No geral, tive uma percepção
bastante favorável do filme. Ele tem uma direção muito bem dosada e cenas que
não fogem a certo equilíbrio que dá coerência ao filme, além de ter um senso de
humor bem próprio que, em vez de tentar nos ofender com suas grosserias, como é
comum no trash, ele tenta rir conosco das bobagens que apresenta. No fim das
contas, trata-se de uma obra que explode a si mesma e deixa para trás um leve
sorriso no espectador, um resto de sarcasmo que, penso, é mais que suficiente
para pagar o ingresso.
Qual é
o repertório?
A banda Black Roses – que é alguma
coisa entre o Judas Priest, o Guns'n Roses e o Whitesnake – decide fazer sua primeira aparição pública
justamente na cidadezinha de Mill Basin, que é uma espécie de fenda do Judas no
interior dos Estados Unidos. Após o anúncio do show, entretanto, a associação
local de pais, religiosos hipócritas e pessoas que não transam, decide se unir
para tentar evitar o show ou, ao menos, alertar os jovens dos perigos do rock.
Afinal, como todos sabem, rock é coisa do capeta. Ou será que não?
É
música do demo sim
“O diabo é o pai do rock. Então é very god rock”
(Rock
do diabo, Raul Seixas)
Bem, pelo menos, é do demo no filme.
Depois que a Black Roses se apresenta na cidade, os jovens passam a apresentar
comportamentos estranhos: eles transam despojadamente, cometem atos de
violência e adquirem gostos medonhos de moda, algo que, convenhamos, não é nada
assim tão diferente de qualquer movimento cultural que encontramos por aí que,
ao trazer inovações estéticas interessantes, traz também perversões
indesejadas. Como diria o Dado Dolabella, com palavras ligeiramente diferentes
das minhas, cedo ou tarde alguém trai o movimento.
Mas há mais que isso nessa história.
A Black Roses não é apenas a nova moda do verão que faz os jovens dançarem de
forma ridícula e cantar canções ruins, para falar a verdade, a trilha sonora é bem
bacana e os hits da Black Roses são agradáveis, contudo, a Black Roses
traz um complicador: ela é mesmo do capeta.
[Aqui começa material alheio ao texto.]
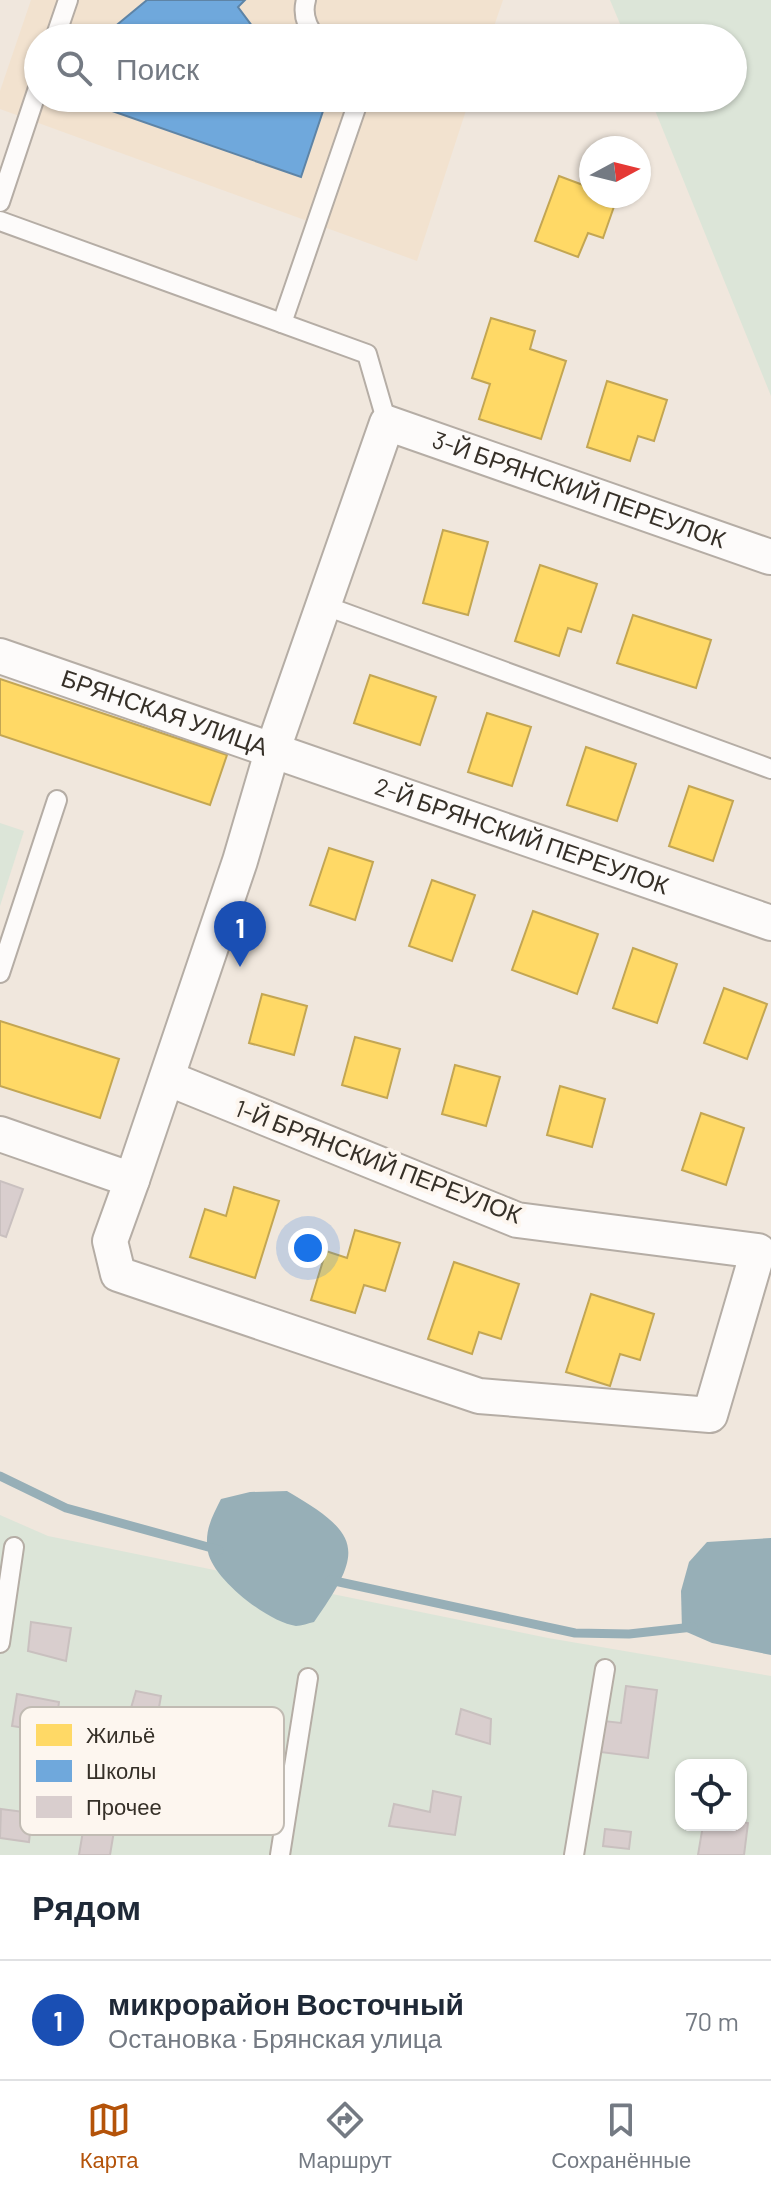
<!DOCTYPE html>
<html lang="ru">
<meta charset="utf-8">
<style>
body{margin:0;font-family:Barlow,sans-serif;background:#f6f6f7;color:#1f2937}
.controls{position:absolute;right:24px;bottom:24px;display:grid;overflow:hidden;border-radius:16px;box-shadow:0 2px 6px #0004}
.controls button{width:72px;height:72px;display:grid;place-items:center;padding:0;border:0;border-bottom:2px solid #e0e1e3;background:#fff;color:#1f2937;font:40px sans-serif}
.compass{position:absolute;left:579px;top:136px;width:72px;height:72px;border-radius:50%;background:#fff;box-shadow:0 2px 6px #0004;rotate:83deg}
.you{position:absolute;left:308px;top:1248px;width:28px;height:28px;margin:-20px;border:6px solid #fff;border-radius:50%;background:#1a73e8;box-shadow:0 0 0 12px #1a73e833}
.badge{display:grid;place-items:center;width:52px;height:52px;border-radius:50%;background:#b45309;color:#fff;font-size:26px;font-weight:700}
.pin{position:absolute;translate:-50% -66px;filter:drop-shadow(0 2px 4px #0008)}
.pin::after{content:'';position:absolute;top:42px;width:28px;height:24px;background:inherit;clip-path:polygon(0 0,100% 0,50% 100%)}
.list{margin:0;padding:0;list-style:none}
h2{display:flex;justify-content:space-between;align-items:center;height:104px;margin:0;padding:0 32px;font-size:34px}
h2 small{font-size:26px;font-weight:400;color:#747a83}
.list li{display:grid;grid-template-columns:52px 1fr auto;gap:24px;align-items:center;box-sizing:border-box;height:120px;padding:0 32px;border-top:2px solid #e0e1e3}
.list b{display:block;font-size:30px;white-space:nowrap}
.list p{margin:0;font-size:26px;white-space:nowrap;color:#747a83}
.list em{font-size:26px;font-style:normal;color:#747a83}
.icon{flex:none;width:44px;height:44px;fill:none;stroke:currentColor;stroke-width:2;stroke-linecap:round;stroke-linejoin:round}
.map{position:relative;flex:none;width:771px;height:1855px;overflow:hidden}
.search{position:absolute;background:#fff;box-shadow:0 2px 6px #0004;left:24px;right:24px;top:24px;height:88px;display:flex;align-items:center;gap:20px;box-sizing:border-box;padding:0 28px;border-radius:44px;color:#747a83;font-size:30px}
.sheet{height:224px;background:#fff}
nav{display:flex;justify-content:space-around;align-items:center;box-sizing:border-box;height:112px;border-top:2px solid #e0e1e3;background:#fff;font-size:22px;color:#747a83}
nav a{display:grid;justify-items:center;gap:4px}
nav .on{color:#b45309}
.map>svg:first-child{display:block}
.built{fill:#f2e2cf}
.green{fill:#dce5d8;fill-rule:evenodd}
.water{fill:#97afb7}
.homes{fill:#ffd966;stroke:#c3a653;stroke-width:2}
.schools{fill:#6fa8dc;stroke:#5e84a6;stroke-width:2}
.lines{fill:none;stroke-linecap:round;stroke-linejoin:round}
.stream{stroke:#97afb7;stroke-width:9}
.building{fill:#d9cece;stroke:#c9c0bf;stroke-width:2}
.lane-casing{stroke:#b5ada5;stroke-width:22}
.street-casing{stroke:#b5ada5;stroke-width:38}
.lane{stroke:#fdfbfa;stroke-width:18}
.street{stroke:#fdfbfa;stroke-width:34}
.labels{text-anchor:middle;stroke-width:8;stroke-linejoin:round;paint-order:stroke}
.street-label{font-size:24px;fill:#363028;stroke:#fdf6ef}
.key{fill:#fdf6ef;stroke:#c1bbb3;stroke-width:2}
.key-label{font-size:22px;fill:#363028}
</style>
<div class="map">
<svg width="771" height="1855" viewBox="0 0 771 1855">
<rect width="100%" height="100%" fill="#f0e7dd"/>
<path class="built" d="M31 0H503L490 38H38V98H470L417 261 0 109V91Z"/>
<g class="green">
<path d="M610 0H771V396L650 98H733V38H626Z"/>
<path d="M0 823 24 831 0 906Z"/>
<path d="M0 1515 48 1536 548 1638 771 1676V1855H0ZM681 1765H741V1825H681Z"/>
</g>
<g class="water">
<path d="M287 1491C363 1535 364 1551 314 1622 309 1623 301 1626 296 1626 269 1623 213 1579 208 1552 204 1531 212 1517 221 1499L250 1492Z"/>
<path d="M771 1538V1655L712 1643 682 1630 681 1591 689 1562 707 1542Z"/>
</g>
<g class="homes">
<path d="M559 176 591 188V196L617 198 603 238 588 233 578 257 535 241Z"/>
<path d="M491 318 535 331 530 349 566 361 541 439 479 419 490 384 472 378Z"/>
<path d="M607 381 667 400 654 441 638 436 630 461 587 447Z"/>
<path d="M443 530 488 542 468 615 423 603Z"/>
<path d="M540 565 597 584 581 632 568 628 559 656 515 641Z"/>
<path d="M633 615 711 640 696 688 617 663Z"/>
<path d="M370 675 436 697 420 745 354 723Z"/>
<path d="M0 679 227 755 210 805 0 735Z"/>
<path d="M487 713 531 727 512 786 468 772Z"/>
<path d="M586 747 636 764 617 821 567 805Z"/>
<path d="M689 786 733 801 713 861 669 846Z"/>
<path d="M329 848 373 862 355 920 310 905Z"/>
<path d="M432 880 475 895 452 961 409 946Z"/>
<path d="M533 911 598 934 577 994 512 970Z"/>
<path d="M633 948 677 964 657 1023 613 1008Z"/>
<path d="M724 988 767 1004 747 1059 704 1043Z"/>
<path d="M262 994 307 1006 294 1055 249 1043Z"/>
<path d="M0 1021 119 1059 100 1118 0 1086Z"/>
<path d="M355 1037 400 1049 387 1098 342 1085Z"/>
<path d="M455 1065 500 1077 486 1126 442 1114Z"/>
<path d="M560 1086 605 1099 592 1147 547 1135Z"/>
<path d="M701 1113 744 1128 726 1185 682 1170Z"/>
<path d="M234 1187 279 1201 255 1278 190 1257 205 1209 226 1216Z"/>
<path d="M355 1230 400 1243 385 1291 364 1285 355 1313 311 1300 326 1251 347 1258Z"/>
<path d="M454 1262 519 1284 501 1339 479 1332 472 1354 428 1339Z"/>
<path d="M591 1294 654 1314 640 1360 620 1354 610 1386 566 1372Z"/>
</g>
<g class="schools">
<path d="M147 0H245L238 7 261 38H101Z"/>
<path d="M75 98H303L324 108 301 177Z"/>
</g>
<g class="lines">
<g class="stream">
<path d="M0 1476 66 1508 219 1550"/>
<path d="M330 1580 575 1633 629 1634 693 1627"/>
</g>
</g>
<g class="building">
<path d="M0 1181 23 1189 6 1237 0 1235Z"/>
<path d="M31 1622 71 1628 66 1661 28 1651Z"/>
<path d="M626 1686 657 1690 648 1758 600 1752 604 1721 621 1723Z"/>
<path d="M136 1691 161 1696 158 1713 131 1708Z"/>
<path d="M17 1694 59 1702 55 1733 12 1726Z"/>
<path d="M461 1709 491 1719 490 1744 456 1734Z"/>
<path d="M433 1791 461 1797 455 1835 389 1826 394 1804 430 1812Z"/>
<path d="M1 1809 32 1813 29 1842 0 1838Z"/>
<path d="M85 1819 115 1825 110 1855H79Z"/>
<path d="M741 1822 748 1823 744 1855H698L703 1825H741Z"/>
<path d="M605 1829 631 1832 629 1849 603 1846Z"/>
</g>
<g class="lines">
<g class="lane-casing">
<g id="lane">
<path d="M306 0C302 14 307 27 316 38"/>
<path d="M55 38 68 0"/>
<path d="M0 202 38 88"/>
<path d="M0 221 367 354 387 423"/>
<path d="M282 323 357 105 355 98"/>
<path d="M323 605 771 769"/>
<path d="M0 973 57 800"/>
<path d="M0 1643 14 1547"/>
<path d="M280 1855 308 1678"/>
<path d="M574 1855 605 1669"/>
</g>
</g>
<g class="street-casing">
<g id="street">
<path id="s1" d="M0 656 771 923"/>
<path id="s2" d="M0 1134 132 1180 240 861 272 752 387 423 770 557"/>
<path d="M132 1180 110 1241 118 1274 479 1396 710 1415 758 1251 517 1220 167 1078"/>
</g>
</g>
<use href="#lane" class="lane"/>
<use href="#street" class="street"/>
</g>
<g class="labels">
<g class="street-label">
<text dy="8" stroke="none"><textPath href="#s2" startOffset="1142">3-Й БРЯНСКИЙ ПЕРЕУЛОК</textPath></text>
<text dy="8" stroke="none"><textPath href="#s1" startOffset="174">БРЯНСКАЯ УЛИЦА</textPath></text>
<text dy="8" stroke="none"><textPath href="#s1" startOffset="552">2-Й БРЯНСКИЙ ПЕРЕУЛОК</textPath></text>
<text transform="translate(378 1162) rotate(21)" y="8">1-Й БРЯНСКИЙ ПЕРЕУЛОК</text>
</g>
</g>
<rect x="20" y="1707" width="264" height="128" rx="12" class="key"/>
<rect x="36" y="1724" width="36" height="22" fill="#ffd966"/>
<rect x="36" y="1760" width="36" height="22" fill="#6fa8dc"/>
<rect x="36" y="1796" width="36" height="22" fill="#d9cece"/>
<g class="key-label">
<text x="86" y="1743">Жильё</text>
<text x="86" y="1779">Школы</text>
<text x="86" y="1815">Прочее</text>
</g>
</svg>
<div class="controls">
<button><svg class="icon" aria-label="locate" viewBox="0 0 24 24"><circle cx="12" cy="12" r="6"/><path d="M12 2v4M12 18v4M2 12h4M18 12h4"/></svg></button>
</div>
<svg class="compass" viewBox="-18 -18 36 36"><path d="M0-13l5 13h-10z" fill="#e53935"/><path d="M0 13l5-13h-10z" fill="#747a83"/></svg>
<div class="you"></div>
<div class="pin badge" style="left:240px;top:967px;background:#1a4fb4">1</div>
<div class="search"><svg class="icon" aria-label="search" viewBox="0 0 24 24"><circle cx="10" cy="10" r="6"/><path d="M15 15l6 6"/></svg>Поиск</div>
</div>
<section class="sheet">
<h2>Рядом<small></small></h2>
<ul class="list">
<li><span class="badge" style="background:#1a4fb4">1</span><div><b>микрорайон Восточный</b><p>Остановка · Брянская улица</p></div><em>70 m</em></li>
</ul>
</section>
<nav>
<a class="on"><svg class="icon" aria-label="map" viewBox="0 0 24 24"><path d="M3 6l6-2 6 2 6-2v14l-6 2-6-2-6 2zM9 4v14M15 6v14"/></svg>Карта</a>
<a><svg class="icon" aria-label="directions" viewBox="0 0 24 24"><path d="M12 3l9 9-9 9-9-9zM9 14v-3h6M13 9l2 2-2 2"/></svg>Маршрут</a>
<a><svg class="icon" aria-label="saved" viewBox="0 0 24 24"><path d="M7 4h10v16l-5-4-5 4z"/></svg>Сохранённые</a>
</nav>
Suas canções não só influenciam os
jovens como uma moda qualquer, como também os levam a cometer atos insanos e
até a se transformarem em monstros de verdade. Não é metáfora. Por conta disso,
o conjunto representa um perigo real à juventude à medida em que a faz colocar
vidas em risco. É aí que o assunto fica interessante.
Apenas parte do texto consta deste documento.